Asset tokenization will expand into a US$16.1 million business opportunity by 2030, according to a joint report published by BCG and ADDX.
The report suggested that the growth forecast was made by studying the potential of the crypto winter as it has been prompting capital to focus on more viable blockchain use cases.
According to the BCG and ADDX report — titled «Relevance of on-chain asset tokenization in ‘crypto winter’» — the drive behind the projected growth in tokenization of assets is also due to demand from a wide range of investors for more access to private markets.
Asset tokenization refers to the creation of tokens on a blockchain to represent an asset in order to facilitate more efficient transactions. The tokenization and fractionalization of assets lower barriers to investment in private markets by reducing minimum lot sizes.
The report indicated that «assets being fractionalized and tokenized on platforms such as ADDX can reduce minimum investment sizes from millions of dollars to just thousands of dollars.»
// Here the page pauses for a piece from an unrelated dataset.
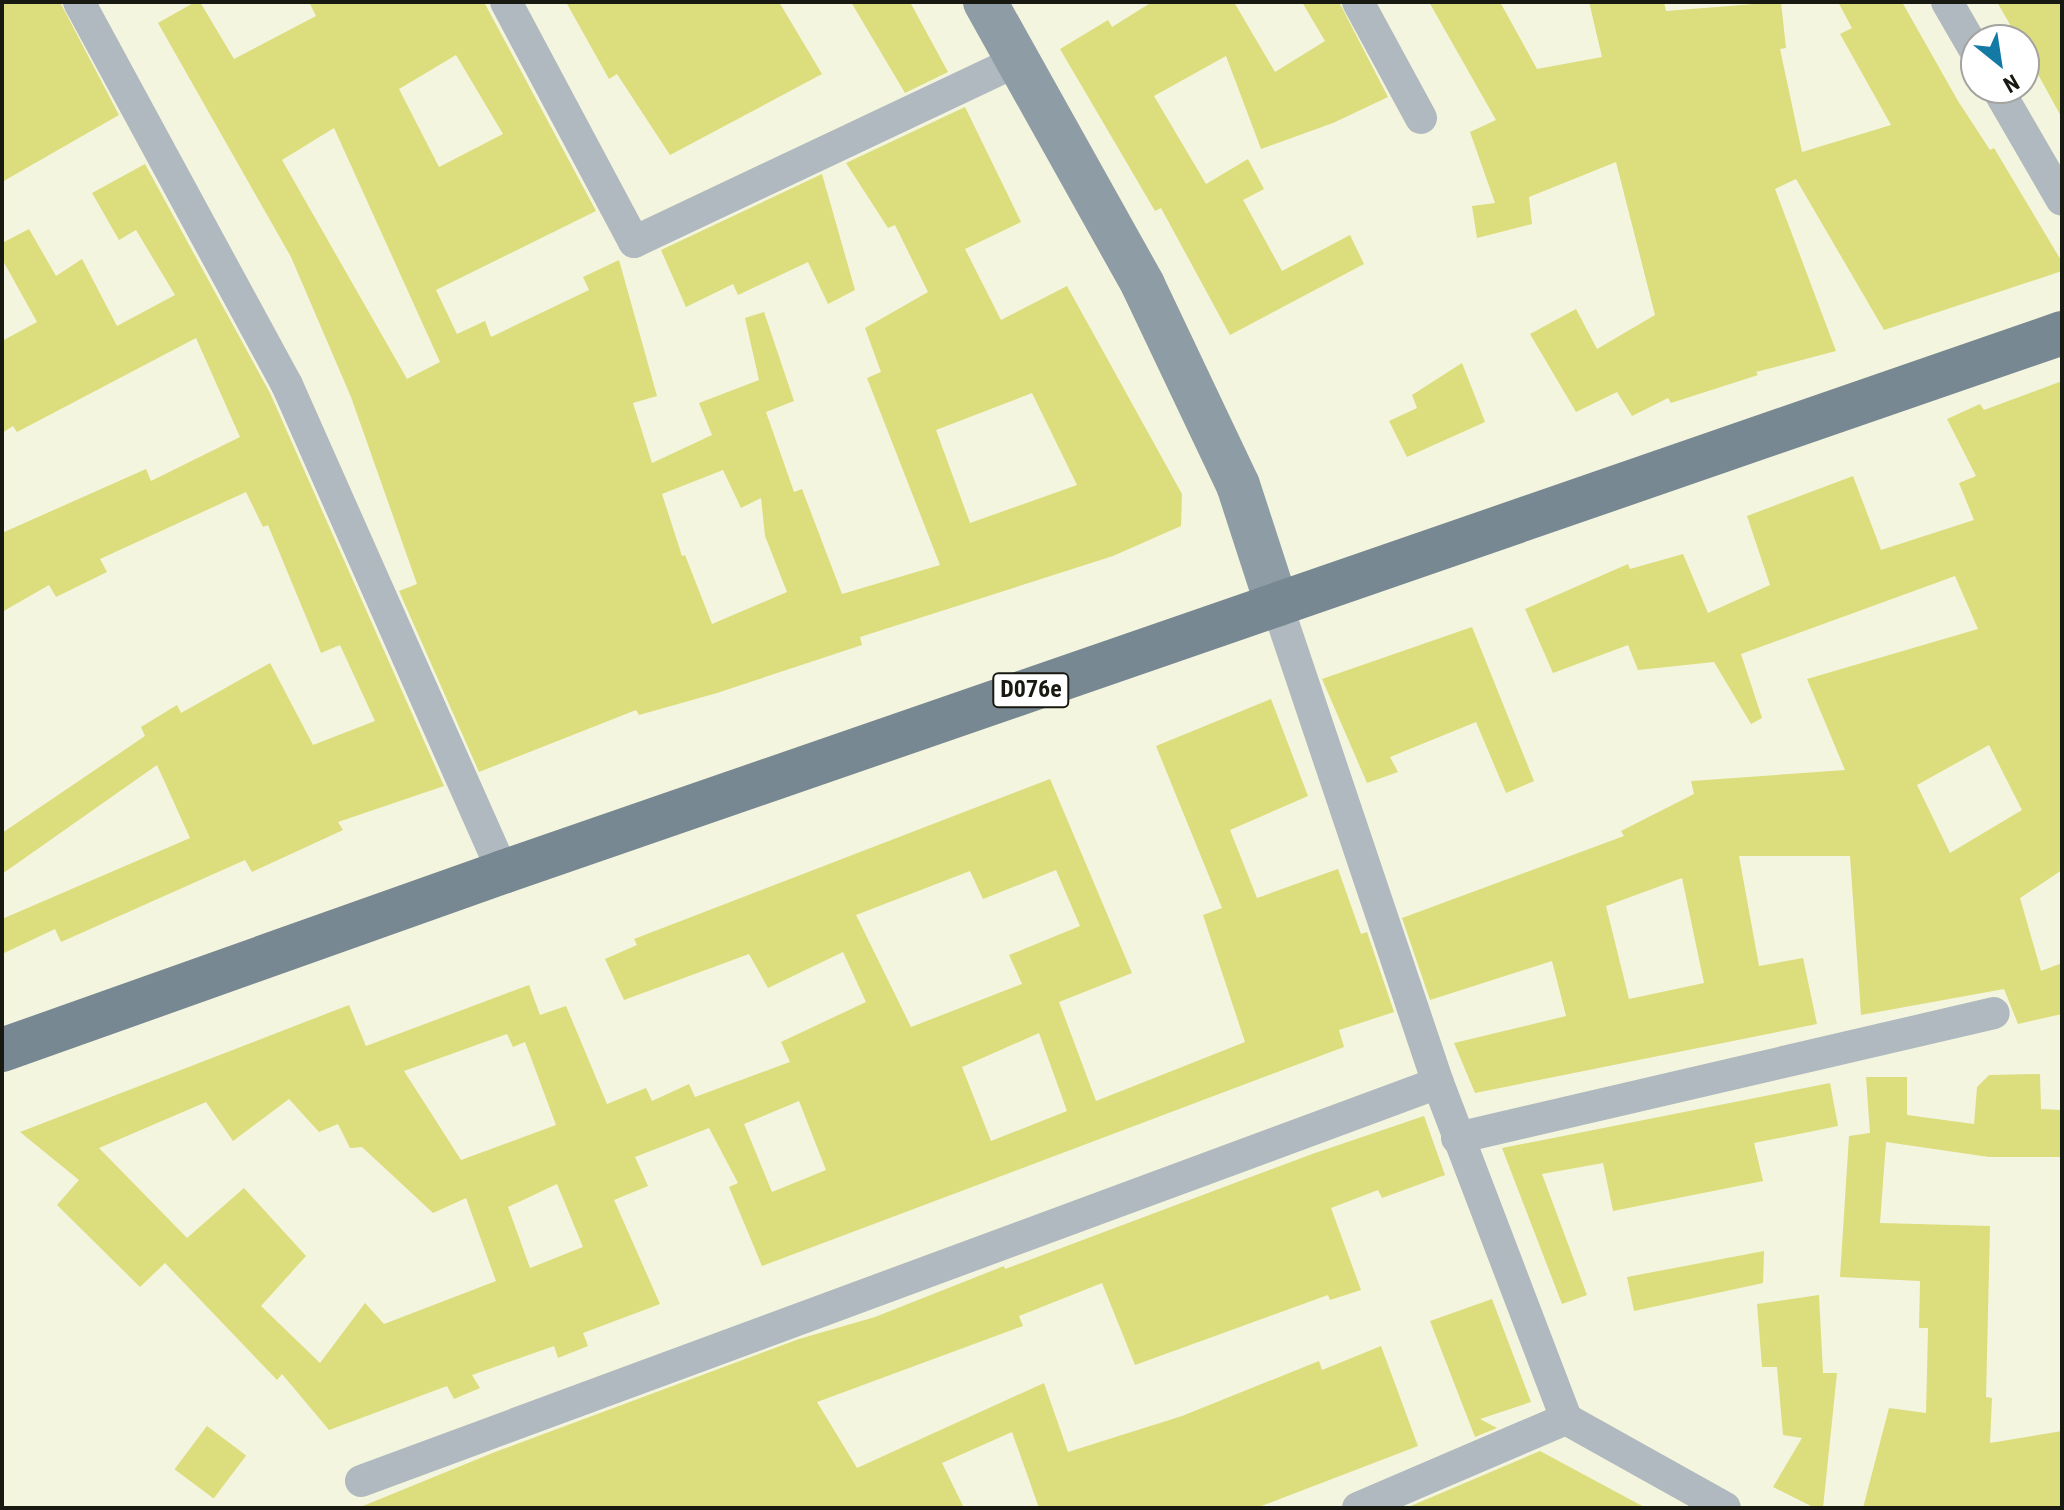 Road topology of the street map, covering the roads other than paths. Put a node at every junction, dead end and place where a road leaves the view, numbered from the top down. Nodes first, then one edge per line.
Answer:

«Previously, investments of this kind were only available to institutions. Tokenized investments can also be effectively ‘borderless’, allowing investors around the world to invest in markets they were previously unable to access,» it added.
Backtracking to previous years, assets globally were also held in illiquid formats, and past studies have estimated that the share of illiquid assets was at more than 50% of overall assets.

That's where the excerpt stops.